## What the task requires
Without including any image, repeat every record exactly.
☆ ☆ ☆ ☆ ☆ ☆ ☆
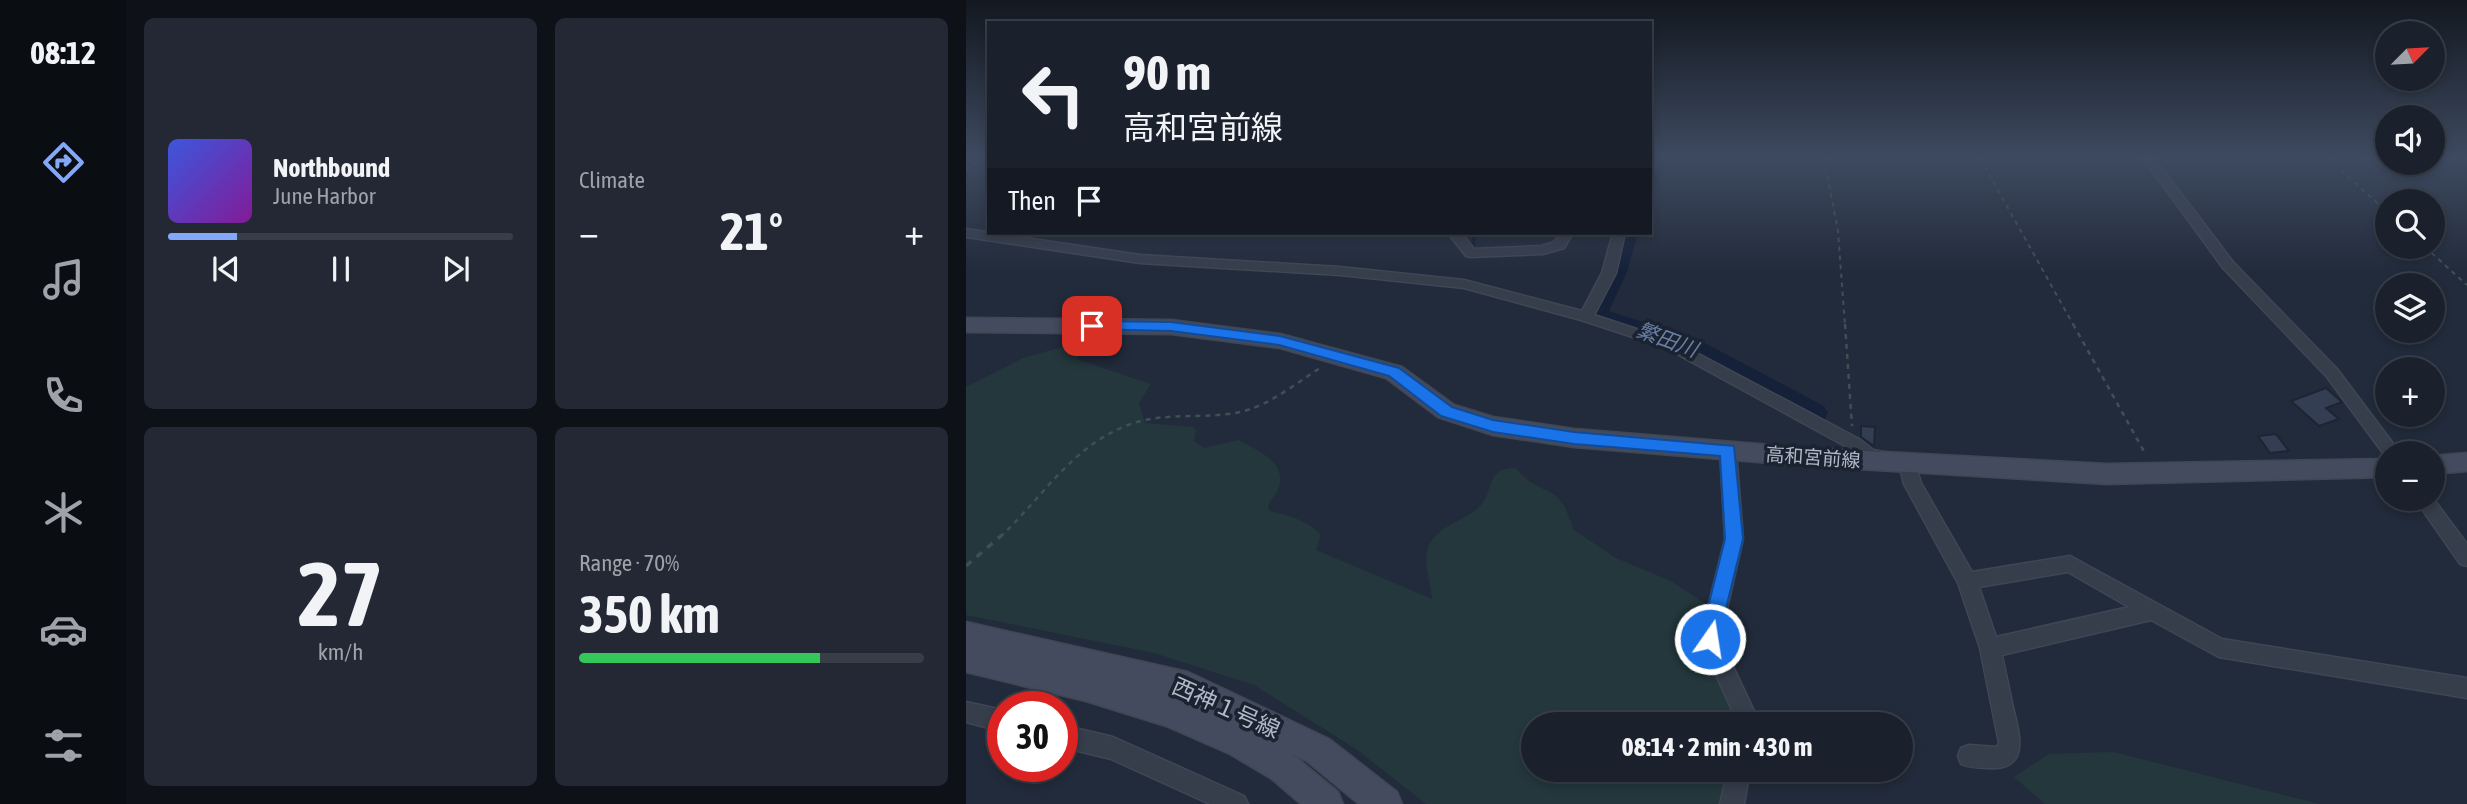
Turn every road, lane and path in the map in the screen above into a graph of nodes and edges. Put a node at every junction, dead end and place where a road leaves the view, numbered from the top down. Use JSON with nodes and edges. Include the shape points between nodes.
{"nodes":[{"id":1,"x":1831,"y":196,"type":"edge"},
{"id":2,"x":2001,"y":196,"type":"edge"},
{"id":3,"x":2176,"y":196,"type":"edge"},
{"id":4,"x":966,"y":233,"type":"edge"},
{"id":5,"x":1055,"y":235,"type":"edge"},
{"id":6,"x":1456,"y":235,"type":"edge"},
{"id":7,"x":1566,"y":235,"type":"edge"},
{"id":8,"x":1618,"y":235,"type":"edge"},
{"id":9,"x":1042,"y":244,"type":"junction"},
{"id":10,"x":2438,"y":259,"type":"edge"},
{"id":11,"x":2467,"y":285,"type":"edge"},
{"id":12,"x":1586,"y":317,"type":"junction"},
{"id":13,"x":966,"y":325,"type":"edge"},
{"id":14,"x":1337,"y":356,"type":"junction"},
{"id":15,"x":2383,"y":441,"type":"edge"},
{"id":16,"x":1853,"y":443,"type":"junction"},
{"id":17,"x":1728,"y":450,"type":"junction"},
{"id":18,"x":1906,"y":463,"type":"junction"},
{"id":19,"x":2467,"y":463,"type":"edge"},
{"id":20,"x":2445,"y":464,"type":"edge"},
{"id":21,"x":2375,"y":468,"type":"edge"},
{"id":22,"x":2156,"y":474,"type":"junction"},
{"id":23,"x":2433,"y":511,"type":"edge"},
{"id":24,"x":2467,"y":558,"type":"edge"},
{"id":25,"x":966,"y":566,"type":"edge"},
{"id":26,"x":1967,"y":582,"type":"junction"},
{"id":27,"x":2152,"y":611,"type":"junction"},
{"id":28,"x":966,"y":635,"type":"edge"},
{"id":29,"x":1990,"y":648,"type":"junction"},
{"id":30,"x":966,"y":658,"type":"edge"},
{"id":31,"x":2467,"y":688,"type":"edge"},
{"id":32,"x":966,"y":712,"type":"edge"},
{"id":33,"x":1743,"y":712,"type":"edge"},
{"id":34,"x":987,"y":717,"type":"edge"},
{"id":35,"x":1078,"y":740,"type":"edge"},
{"id":36,"x":1969,"y":756,"type":"dead end"},
{"id":37,"x":1737,"y":782,"type":"edge"},
{"id":38,"x":1236,"y":804,"type":"edge"},
{"id":39,"x":1326,"y":804,"type":"edge"},
{"id":40,"x":1385,"y":804,"type":"edge"},
{"id":41,"x":1732,"y":804,"type":"edge"}],
"edges":[{"from":1,"to":16,"type":"path","via":[[1838,231]]},
{"from":2,"to":22,"type":"path"},
{"from":3,"to":15,"type":"street","via":[[2228,265],[2332,373]]},
{"from":4,"to":9,"type":"street"},
{"from":5,"to":9,"type":"street"},
{"from":6,"to":7,"type":"street","via":[[1471,253],[1543,250],[1559,245]]},
{"from":8,"to":12,"type":"street","via":[[1609,273]]},
{"from":9,"to":12,"type":"street","via":[[1140,259],[1464,284]]},
{"from":10,"to":11,"type":"path"},
{"from":12,"to":16,"type":"street","via":[[1671,345]]},
{"from":13,"to":14,"type":"street","name":"高和宮前線","via":[[1171,327],[1280,341]]},
{"from":14,"to":17,"type":"street","name":"高和宮前線","via":[[1394,372],[1446,411],[1493,426],[1574,438]]},
{"from":14,"to":25,"type":"path","via":[[1272,399],[1240,412],[1159,416],[1089,444]]},
{"from":16,"to":18,"type":"street","via":[[1868,455]]},
{"from":17,"to":18,"type":"street","name":"高和宮前線"},
{"from":17,"to":33,"type":"street","via":[[1734,539],[1710,639]]},
{"from":18,"to":22,"type":"street","name":"高和宮前線"},
{"from":18,"to":26,"type":"street"},
{"from":19,"to":20,"type":"street"},
{"from":21,"to":22,"type":"street","name":"高和宮前線"},
{"from":23,"to":24,"type":"street"},
{"from":26,"to":27,"type":"street","via":[[2070,564]]},
{"from":26,"to":29,"type":"street"},
{"from":27,"to":29,"type":"street"},
{"from":27,"to":31,"type":"street","via":[[2219,648]]},
{"from":28,"to":40,"type":"street","name":"西神１号線","via":[[1188,686],[1318,750]]},
{"from":29,"to":36,"type":"street","via":[[2010,744],[1999,758]]},
{"from":30,"to":39,"type":"street","name":"西神１号線","via":[[1166,711],[1223,734],[1279,763]]},
{"from":32,"to":34,"type":"street"},
{"from":35,"to":38,"type":"street","via":[[1113,748]]},
{"from":37,"to":41,"type":"street"}]}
☆ ☆ ☆ ☆ ☆ ☆ ☆
## Answer section
Turn every road, lane and path in the map in the screen above into a graph of nodes and edges. Put a node at every junction, dead end and place where a road leaves the view, numbered from the top down. Use JSON with nodes and edges. Include the shape points between nodes.
{"nodes":[{"id":1,"x":1831,"y":196,"type":"edge"},
{"id":2,"x":2001,"y":196,"type":"edge"},
{"id":3,"x":2176,"y":196,"type":"edge"},
{"id":4,"x":966,"y":233,"type":"edge"},
{"id":5,"x":1055,"y":235,"type":"edge"},
{"id":6,"x":1456,"y":235,"type":"edge"},
{"id":7,"x":1566,"y":235,"type":"edge"},
{"id":8,"x":1618,"y":235,"type":"edge"},
{"id":9,"x":1042,"y":244,"type":"junction"},
{"id":10,"x":2438,"y":259,"type":"edge"},
{"id":11,"x":2467,"y":285,"type":"edge"},
{"id":12,"x":1586,"y":317,"type":"junction"},
{"id":13,"x":966,"y":325,"type":"edge"},
{"id":14,"x":1337,"y":356,"type":"junction"},
{"id":15,"x":2383,"y":441,"type":"edge"},
{"id":16,"x":1853,"y":443,"type":"junction"},
{"id":17,"x":1728,"y":450,"type":"junction"},
{"id":18,"x":1906,"y":463,"type":"junction"},
{"id":19,"x":2467,"y":463,"type":"edge"},
{"id":20,"x":2445,"y":464,"type":"edge"},
{"id":21,"x":2375,"y":468,"type":"edge"},
{"id":22,"x":2156,"y":474,"type":"junction"},
{"id":23,"x":2433,"y":511,"type":"edge"},
{"id":24,"x":2467,"y":558,"type":"edge"},
{"id":25,"x":966,"y":566,"type":"edge"},
{"id":26,"x":1967,"y":582,"type":"junction"},
{"id":27,"x":2152,"y":611,"type":"junction"},
{"id":28,"x":966,"y":635,"type":"edge"},
{"id":29,"x":1990,"y":648,"type":"junction"},
{"id":30,"x":966,"y":658,"type":"edge"},
{"id":31,"x":2467,"y":688,"type":"edge"},
{"id":32,"x":966,"y":712,"type":"edge"},
{"id":33,"x":1743,"y":712,"type":"edge"},
{"id":34,"x":987,"y":717,"type":"edge"},
{"id":35,"x":1078,"y":740,"type":"edge"},
{"id":36,"x":1969,"y":756,"type":"dead end"},
{"id":37,"x":1737,"y":782,"type":"edge"},
{"id":38,"x":1236,"y":804,"type":"edge"},
{"id":39,"x":1326,"y":804,"type":"edge"},
{"id":40,"x":1385,"y":804,"type":"edge"},
{"id":41,"x":1732,"y":804,"type":"edge"}],
"edges":[{"from":1,"to":16,"type":"path","via":[[1838,231]]},
{"from":2,"to":22,"type":"path"},
{"from":3,"to":15,"type":"street","via":[[2228,265],[2332,373]]},
{"from":4,"to":9,"type":"street"},
{"from":5,"to":9,"type":"street"},
{"from":6,"to":7,"type":"street","via":[[1471,253],[1543,250],[1559,245]]},
{"from":8,"to":12,"type":"street","via":[[1609,273]]},
{"from":9,"to":12,"type":"street","via":[[1140,259],[1464,284]]},
{"from":10,"to":11,"type":"path"},
{"from":12,"to":16,"type":"street","via":[[1671,345]]},
{"from":13,"to":14,"type":"street","name":"高和宮前線","via":[[1171,327],[1280,341]]},
{"from":14,"to":17,"type":"street","name":"高和宮前線","via":[[1394,372],[1446,411],[1493,426],[1574,438]]},
{"from":14,"to":25,"type":"path","via":[[1272,399],[1240,412],[1159,416],[1089,444]]},
{"from":16,"to":18,"type":"street","via":[[1868,455]]},
{"from":17,"to":18,"type":"street","name":"高和宮前線"},
{"from":17,"to":33,"type":"street","via":[[1734,539],[1710,639]]},
{"from":18,"to":22,"type":"street","name":"高和宮前線"},
{"from":18,"to":26,"type":"street"},
{"from":19,"to":20,"type":"street"},
{"from":21,"to":22,"type":"street","name":"高和宮前線"},
{"from":23,"to":24,"type":"street"},
{"from":26,"to":27,"type":"street","via":[[2070,564]]},
{"from":26,"to":29,"type":"street"},
{"from":27,"to":29,"type":"street"},
{"from":27,"to":31,"type":"street","via":[[2219,648]]},
{"from":28,"to":40,"type":"street","name":"西神１号線","via":[[1188,686],[1318,750]]},
{"from":29,"to":36,"type":"street","via":[[2010,744],[1999,758]]},
{"from":30,"to":39,"type":"street","name":"西神１号線","via":[[1166,711],[1223,734],[1279,763]]},
{"from":32,"to":34,"type":"street"},
{"from":35,"to":38,"type":"street","via":[[1113,748]]},
{"from":37,"to":41,"type":"street"}]}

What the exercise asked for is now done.